Madison has always had the reputation of being a party school, and there was plenty of drinking and drug use on campus, but this was neither all that new or interesting to me.

There was legendary madness associated with the school in the late ’70’s, including the antics of the infamous Pail and Shovel Party.  On the first day of classes in 1979, students woke to 1,008 pink, plastic flamingos covering Bascom Hill, the heart of the campus.  This was just one more outrageous display by Pail and Shovel, which according to the Wisconsin Historical Society, was celebrating that they,

“…had won reelection to head the Wisconsin Student Association, the official student governing body. This admittedly absurdist party had formed primarily as a joke, campaigning in the spring 1978 student elections to convert the school budget into pennies to be dumped on the UW’s Library Mall where students could use pails and shovels to take what they wished. The Party also promised to flood Camp Randall Stadium for mock naval battles, buy the Statue of Liberty and move it to Wisconsin, and change every student’s name to Joe Smith, “so that professors in large lecture courses would know everyone by name.”

Who among us alums can forget the sight of the top half of the Statue’s head next to her hand holding the torch, both sitting out on the ice, looking as if Lady Liberty had sunk up to her eyeballs in Lake Mendota?

But the craziest story I heard while at Madison occurred in the spring of 1979.  A student had reportedly performed surgery on himself in his dorm room very late one night.  I was able to trace one reference to this case in the Journal of the American Medical Association (JAMA).  Word at that time was that this young man was having uncontrollable, bothersome urges that he hoped to stem by performing surgery on certain parts of his anatomy.  The student survived his ordeal, and according to the one source I found, received remedial medical and psychiatric care following this desperate attempt to excise his overwhelming and disturbing urges.

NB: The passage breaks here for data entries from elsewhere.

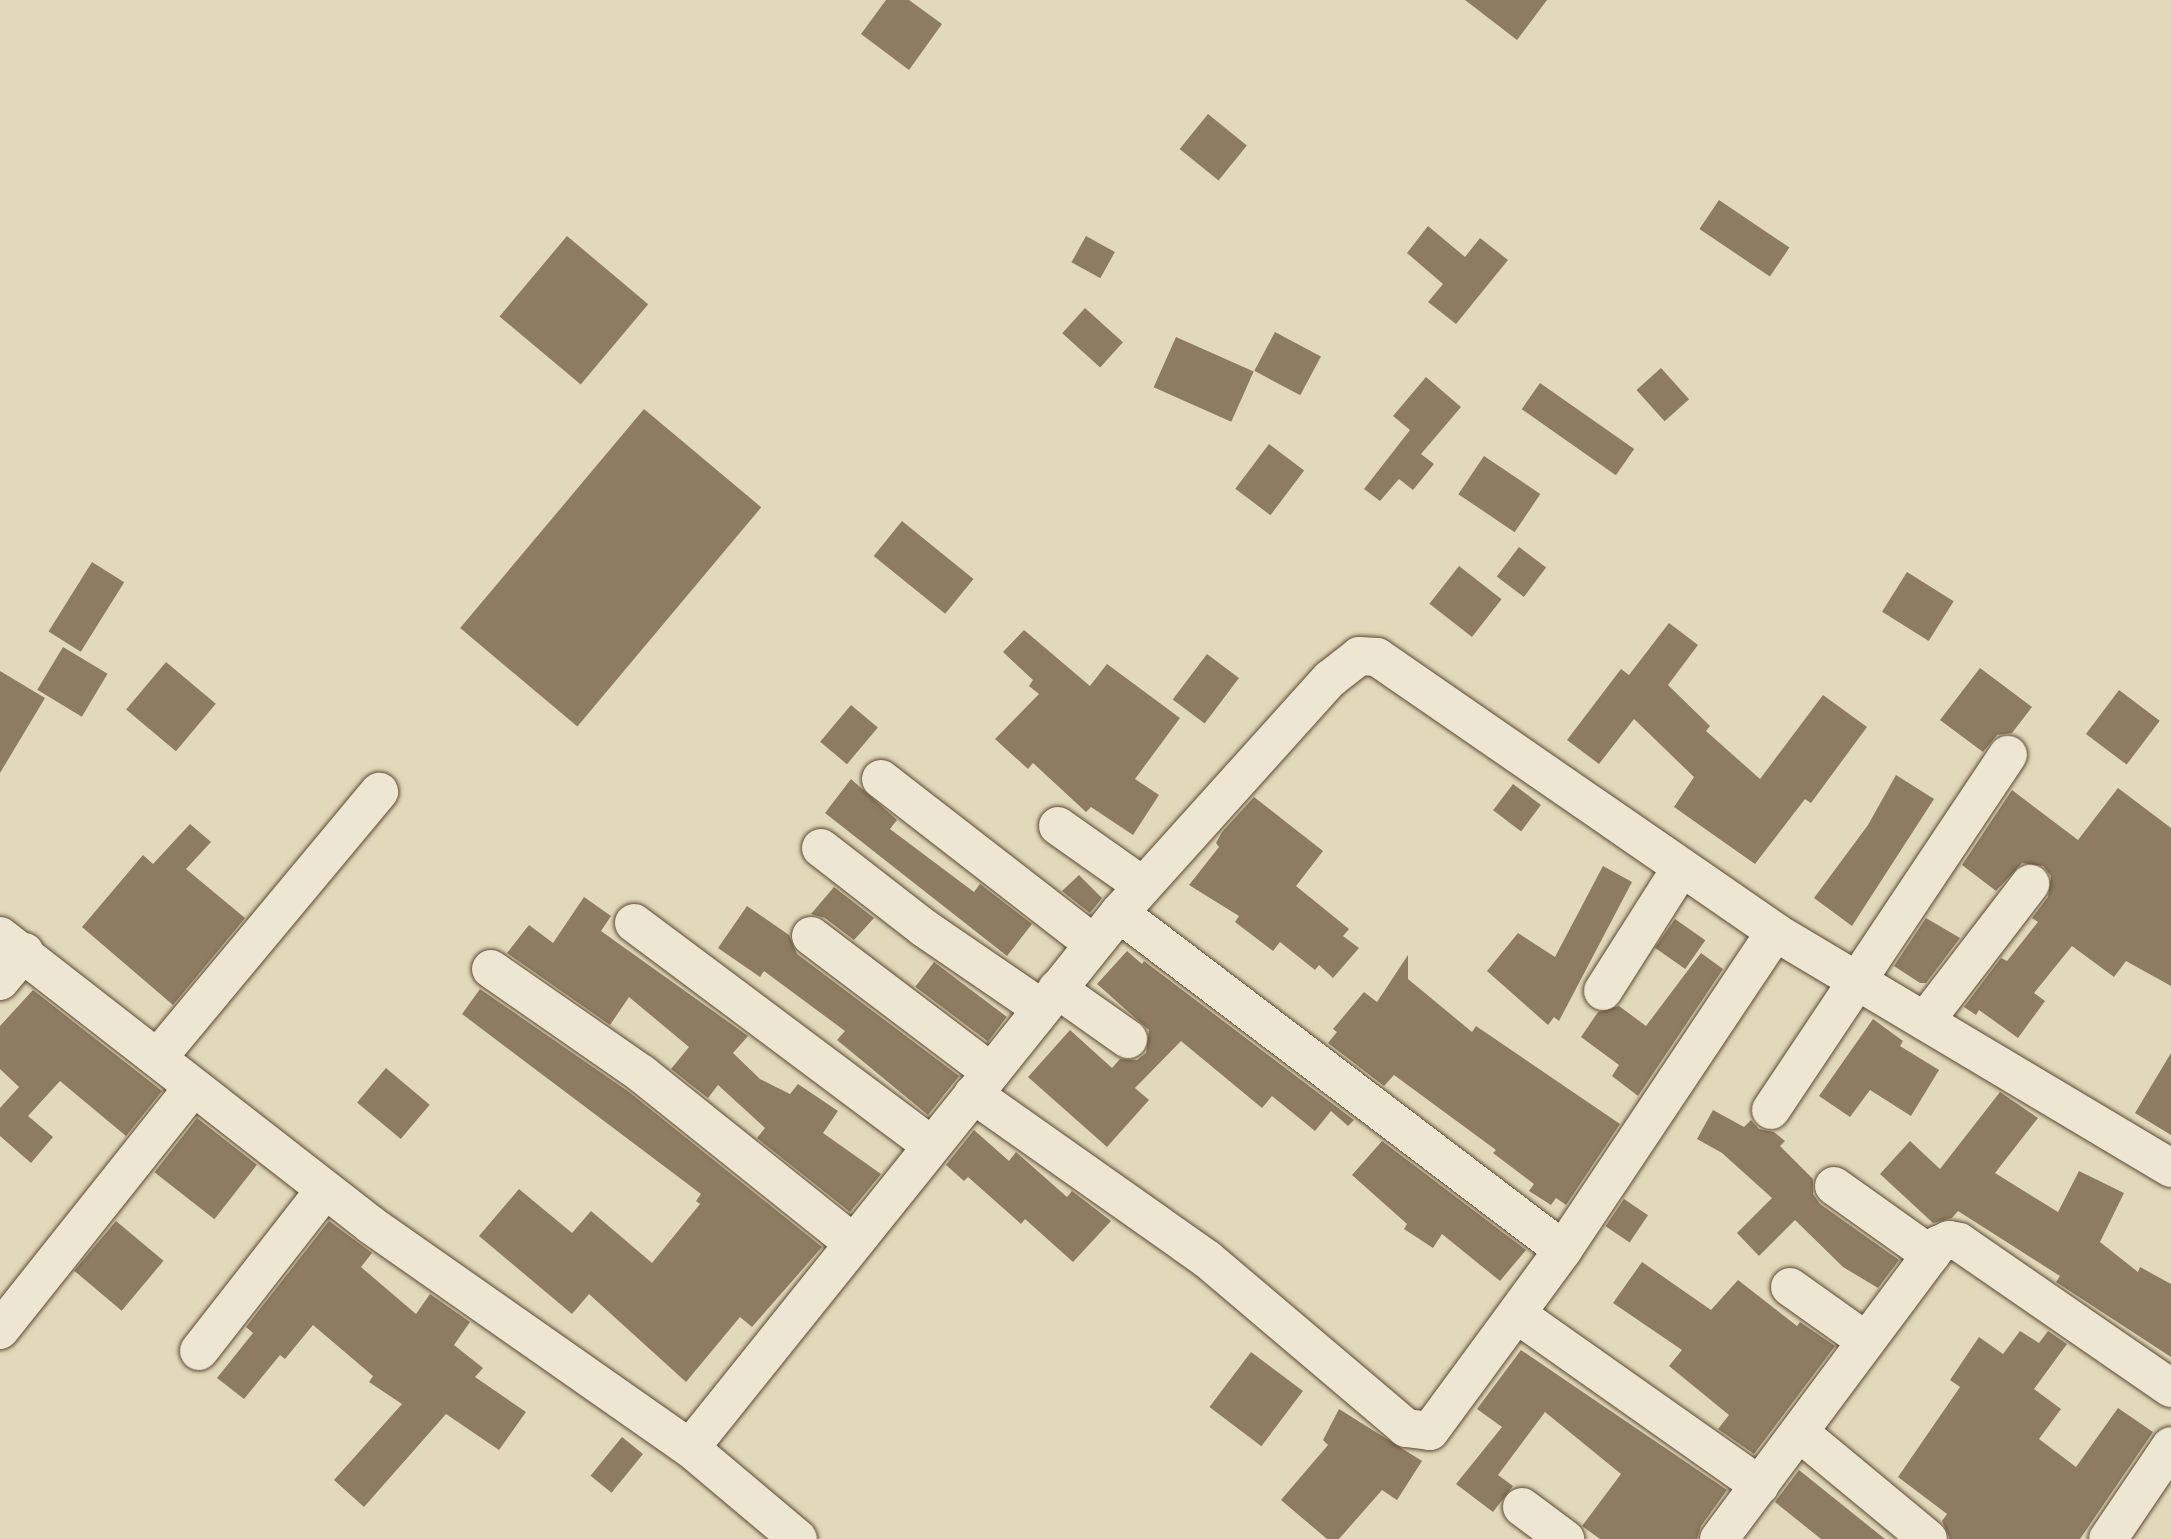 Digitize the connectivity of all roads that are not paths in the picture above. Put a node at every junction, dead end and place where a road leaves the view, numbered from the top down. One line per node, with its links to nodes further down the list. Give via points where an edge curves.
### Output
1 (2008, 755): 15 (street)
2 (881, 778): 13 (street)
3 (379, 792): 21 (street)
4 (1058, 826): 8 (street)
5 (821, 848): 18 (street, via 924,928)
6 (1681, 868): 8 (street, via 1377,657 1359,656 1337,671); 10 (street); 17 (street)
7 (2030, 884): 19 (street)
8 (1131, 899): 13 (street); 30 (street)
9 (634, 924): 25 (street)
10 (1776, 932): 15 (street); 30 (street)
11 (811, 936): 22 (street)
12 (12, 944): 16 (street); 21 (street)
13 (1094, 944): 18 (street)
14 (491, 969): 29 (street, via 642,1074)
15 (1856, 980): 19 (street); 24 (street)
16 (0, 982)
17 (1603, 990)
18 (1049, 998): 20 (street); 22 (street)
19 (1926, 1021): 26 (street)
20 (1128, 1038)
21 (160, 1056): 23 (street)
22 (982, 1083): 25 (street); 33 (street, via 1207,1259 1406,1428 1430,1431)
23 (192, 1089): 28 (street); 34 (street)
24 (1771, 1110)
25 (932, 1144): 29 (street)
26 (2171, 1168)
27 (1834, 1186): 31 (street)
28 (325, 1190): 36 (street); 40 (street)
29 (853, 1243): 40 (street)
30 (1563, 1250): 33 (street)
31 (1931, 1255): 35 (street); 37 (street, via 1948,1240 1959,1242)
32 (1790, 1288): 35 (street)
33 (1518, 1315): 41 (street)
34 (0, 1330)
35 (1866, 1341): 38 (street)
36 (199, 1351)
37 (2171, 1388)
38 (1800, 1433): 41 (street); 46 (street)
39 (2171, 1446): 47 (street)
40 (690, 1448): 43 (street)
41 (1760, 1486): 45 (street)
42 (1522, 1507): 44 (street)
43 (798, 1539)
44 (1565, 1539)
45 (1719, 1539)
46 (1928, 1539)
47 (2108, 1539) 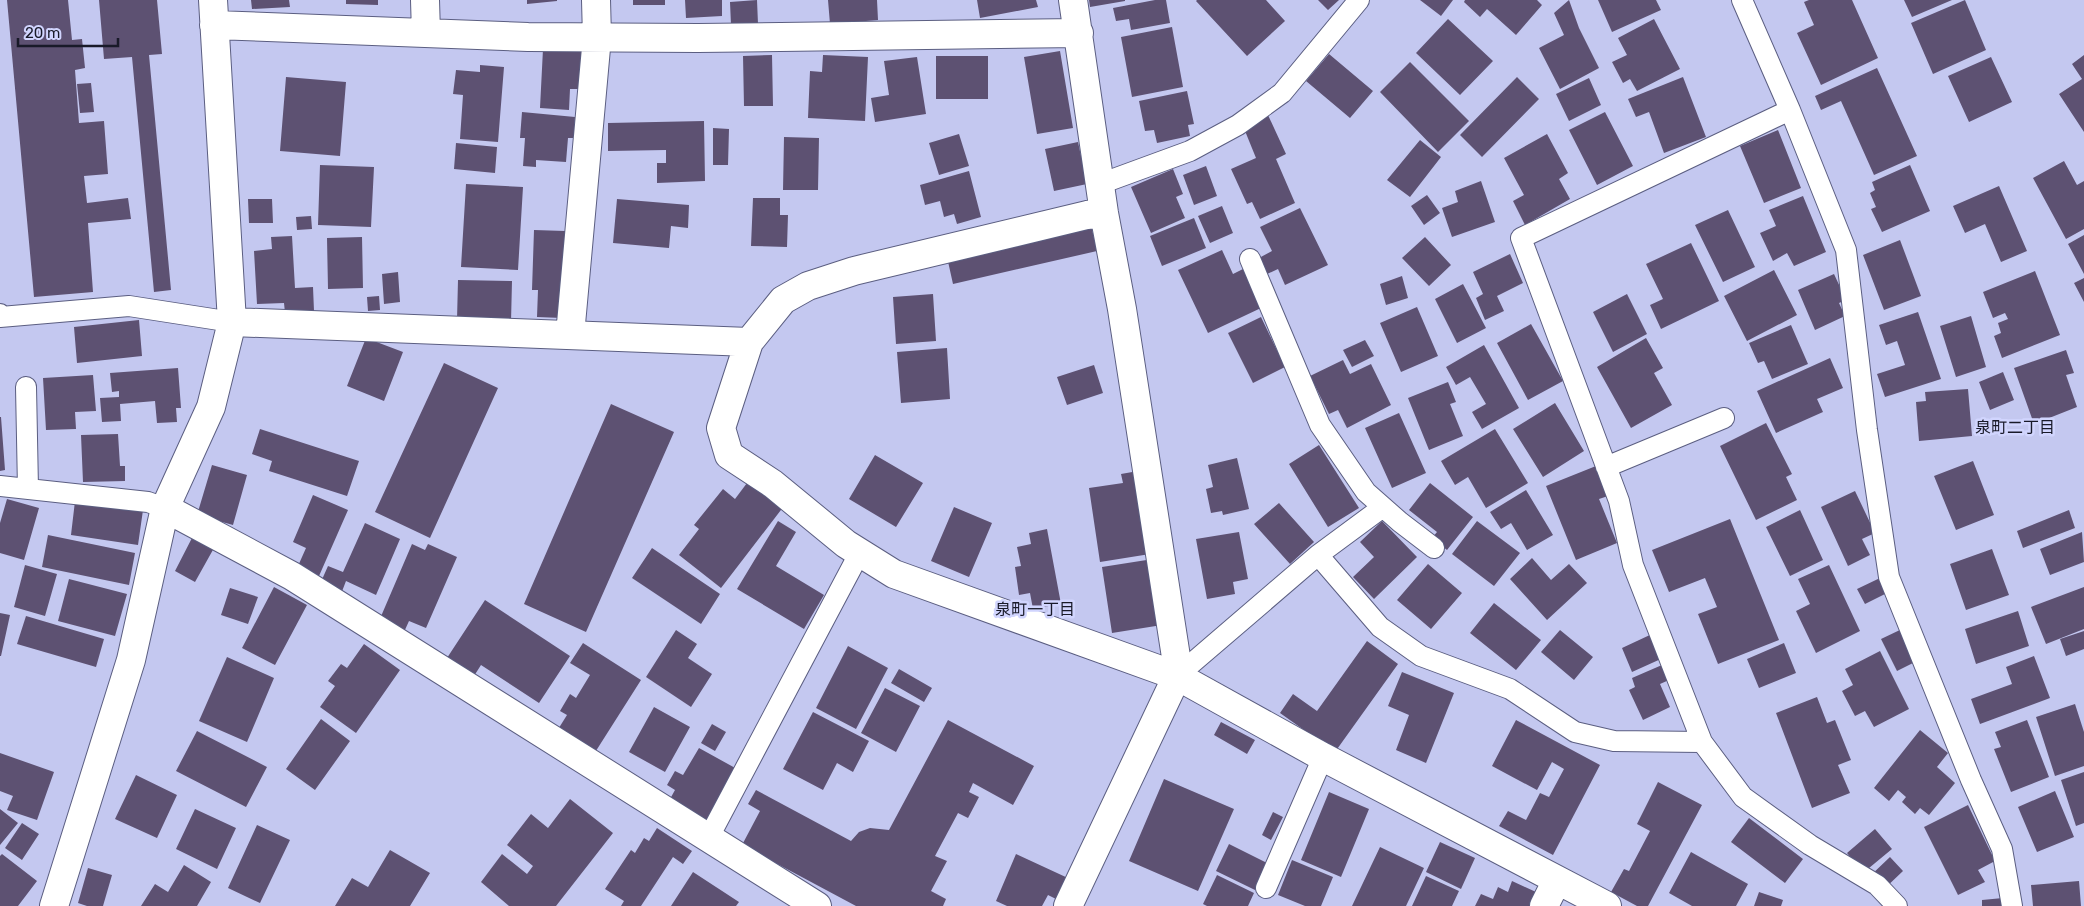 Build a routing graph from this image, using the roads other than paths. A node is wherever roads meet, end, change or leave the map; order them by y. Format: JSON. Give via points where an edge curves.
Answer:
{"nodes":[{"id":1,"x":425,"y":0,"type":"edge"},
{"id":2,"x":596,"y":0,"type":"edge"},
{"id":3,"x":1072,"y":0,"type":"edge"},
{"id":4,"x":1359,"y":0,"type":"edge"},
{"id":5,"x":1742,"y":0,"type":"edge"},
{"id":6,"x":213,"y":12,"type":"edge"},
{"id":7,"x":426,"y":33,"type":"junction"},
{"id":8,"x":1079,"y":33,"type":"junction"},
{"id":9,"x":597,"y":37,"type":"junction"},
{"id":10,"x":1790,"y":110,"type":"junction"},
{"id":11,"x":1100,"y":184,"type":"junction"},
{"id":12,"x":1104,"y":213,"type":"junction"},
{"id":13,"x":1250,"y":259,"type":"dead end"},
{"id":14,"x":0,"y":314,"type":"edge"},
{"id":15,"x":232,"y":322,"type":"junction"},
{"id":16,"x":570,"y":335,"type":"junction"},
{"id":17,"x":750,"y":342,"type":"junction"},
{"id":18,"x":26,"y":388,"type":"dead end"},
{"id":19,"x":1724,"y":418,"type":"dead end"},
{"id":20,"x":1606,"y":468,"type":"junction"},
{"id":21,"x":0,"y":486,"type":"edge"},
{"id":22,"x":28,"y":489,"type":"junction"},
{"id":23,"x":1383,"y":507,"type":"junction"},
{"id":24,"x":165,"y":508,"type":"junction"},
{"id":25,"x":1434,"y":548,"type":"dead end"},
{"id":26,"x":860,"y":552,"type":"junction"},
{"id":27,"x":1318,"y":555,"type":"junction"},
{"id":28,"x":1177,"y":676,"type":"junction"},
{"id":29,"x":1702,"y":742,"type":"junction"},
{"id":30,"x":1323,"y":757,"type":"junction"},
{"id":31,"x":709,"y":837,"type":"junction"},
{"id":32,"x":1557,"y":880,"type":"junction"},
{"id":33,"x":1266,"y":888,"type":"dead end"},
{"id":34,"x":54,"y":906,"type":"edge"},
{"id":35,"x":817,"y":906,"type":"edge"},
{"id":36,"x":1068,"y":906,"type":"edge"},
{"id":37,"x":1544,"y":906,"type":"edge"},
{"id":38,"x":1607,"y":906,"type":"edge"},
{"id":39,"x":1897,"y":906,"type":"edge"},
{"id":40,"x":2012,"y":906,"type":"edge"}],
"edges":[{"from":1,"to":7,"type":"street"},
{"from":2,"to":9,"type":"street"},
{"from":3,"to":8,"type":"street"},
{"from":4,"to":11,"type":"lane","via":[[1282,93],[1238,126],[1190,151]]},
{"from":5,"to":10,"type":"lane"},
{"from":6,"to":7,"type":"street"},
{"from":6,"to":15,"type":"street"},
{"from":7,"to":9,"type":"street"},
{"from":8,"to":9,"type":"street"},
{"from":8,"to":11,"type":"street"},
{"from":9,"to":16,"type":"street"},
{"from":10,"to":20,"type":"lane","via":[[1521,238]]},
{"from":10,"to":40,"type":"lane","via":[[1846,250],[1867,430],[1889,577],[2002,849]]},
{"from":11,"to":12,"type":"street"},
{"from":12,"to":17,"type":"street","via":[[918,255],[808,286],[783,300]]},
{"from":12,"to":28,"type":"street","via":[[1127,338]]},
{"from":13,"to":23,"type":"lane","via":[[1320,426],[1366,492]]},
{"from":14,"to":15,"type":"lane","via":[[0,317],[129,306]]},
{"from":15,"to":16,"type":"street"},
{"from":15,"to":24,"type":"street","via":[[211,407]]},
{"from":16,"to":17,"type":"street"},
{"from":17,"to":26,"type":"street","via":[[721,428],[729,454]]},
{"from":18,"to":22,"type":"lane"},
{"from":19,"to":20,"type":"lane"},
{"from":20,"to":29,"type":"lane","via":[[1619,501],[1633,565]]},
{"from":21,"to":22,"type":"lane"},
{"from":22,"to":24,"type":"lane","via":[[148,502]]},
{"from":23,"to":25,"type":"lane"},
{"from":23,"to":27,"type":"lane"},
{"from":24,"to":31,"type":"street","via":[[292,576]]},
{"from":24,"to":34,"type":"street","via":[[131,660]]},
{"from":26,"to":28,"type":"street","via":[[894,574]]},
{"from":26,"to":31,"type":"lane"},
{"from":27,"to":28,"type":"lane"},
{"from":27,"to":29,"type":"lane","via":[[1380,627],[1421,656],[1510,689],[1575,732],[1614,741]]},
{"from":28,"to":30,"type":"street"},
{"from":28,"to":36,"type":"street"},
{"from":29,"to":39,"type":"lane","via":[[1743,797],[1810,846],[1876,885]]},
{"from":30,"to":32,"type":"street"},
{"from":30,"to":33,"type":"lane"},
{"from":31,"to":35,"type":"street"},
{"from":32,"to":37,"type":"street"},
{"from":32,"to":38,"type":"street"}]}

Why do I bring up such a gruesome story?  Because I, too, have been experiencing certain uncontrollable and bothersome urges.  My urge to hold on to my daughter, to influence her to be a certain kind of student or person, or to make certain decisions, is bothersome not only to me but to her as well.  And my desire to dissect what is underlying these urges, both through thinking and writing about them, sometimes feels like I’m trying to perform an intricate surgical procedure on myself.  I don’t have to scrub or sterilize anything, but I still am looking at my own feelings and behavior under a microscope, trying to remove that which is causing me pain, and sending samples to the pathology lab for testing.

The tension that all this expectation creates is not pleasant for me, and is not healthy for Sophie either.  I don’t want either of us to end up needing medical or psychiatric care.  I know she feels she’s disappointed me on some level, and I never want her to feel that way. She is the student that she is and I am proud of her for that.  She may put less pressure on herself to perform in school or on tests than I did, but she lives in this world in a way that could teach me a thing or two.  Today at school, she is donating blood; she says she has always wanted to donate because she is healthy enough to do so and she has a compassionate and generous heart.  I, on the other hand, feel in need of a transfusion.

So, another reason I’m going to Madison this weekend,

5.  Apparently, I still have things I need to learn there.

If I do, I will file a report  when we   get back.